If you develop OWL ontologies the way they intended to be developed, you will end up with proliferation of classes, both named and unnamed (anonymous). This is because OWL ontologies are based on the set theory and on reasoning about sets. To precisely and correctly specify the intended meaning, you will need to use intersections and other set operations, think about whether you class is equivalent of a restriction or a subclass of a restriction and so on. Few data modelers are accustomed to doing this. Even fewer people who would need to understand these models are accustomed to such approach to modeling.

OWL reasoning is primarily about classification e.g., given information about a resource we can infer what class or set it belongs to. And/or given information about a class as a set of resources, we can infer what other class it is a subclass of or is an equivalent class or disjoint class of. This strength does not really align well with the common needs of data processing.

OWL is very expressive, but it is often quite cumbersome to create relatively simple definitions in it. Further, there is still no way in it to make definitions that are very commonly needed. For example, you can’t say that:

  • person’s full name must equal a concatenation of their first and last names
  • duration is the difference between the end and start dates
  • start date can’t be greater than the end date

Anything that involves some operations can’t be stated. This means that key parts of what one would commonly want to express in a model can only be written in either application code or a rules language proprietary to a given RDF tool.

OWL is not extensible, it is a closed language. You can’t declaratively extend its meaning to support your use cases. You can’t declaratively limit it either. If, for example, you built your ontology targeting OWL-QL, there is no standard way to say this.

In Conclusion

I could continue this blog some more. For example, I believe that defining XML serialization of OWL was a mistake that, again, created confusion. Confusion and lack of clear messages always impacts adoption. Distancing OWL from RDF was not a good decision. And so on. But if I did so, this would not be a blog, but a book or, at minimum, a white paper.

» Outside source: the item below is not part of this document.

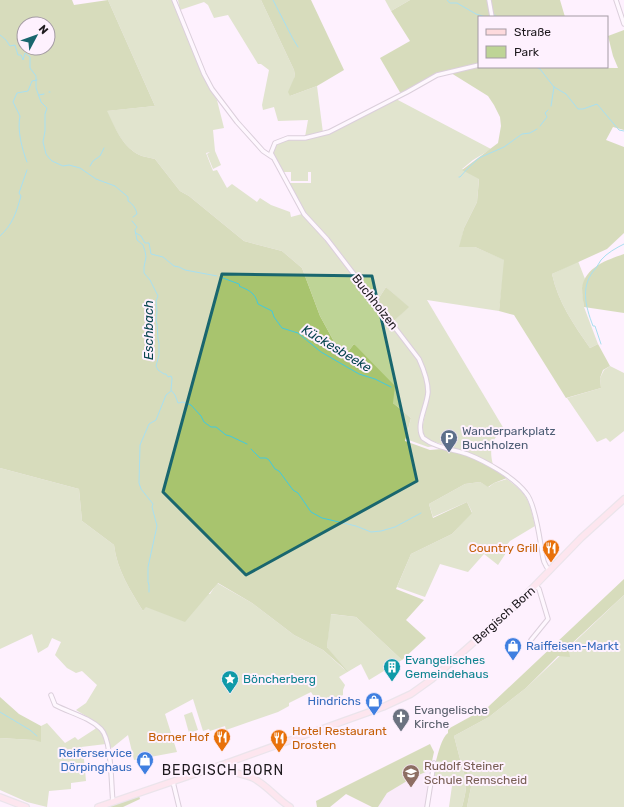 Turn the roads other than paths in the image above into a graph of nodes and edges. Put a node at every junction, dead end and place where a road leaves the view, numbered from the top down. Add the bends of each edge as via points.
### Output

Ultimately, I came to a conclusion that if I had to explain the core basics of OWL to people again and again and constantly figure out how to work around its issues, the problem was not with me nor was it with them, the problem was with OWL. 

Too often, OWL proponents are motivated by wanting to keep their guru status. Complexity is a plus if this is your motivation. My own interest in OWL had a different motivation. It always included a vision of having flexible data and flexible and rich way of defining data, that could become broadly adopted. As stated in the beginning of this blog, in my opinion, OWL failed the criteria necessary for broad adoption.  In my next blog, I will talk about SHACL and why I believe it is a better modeling language than OWL.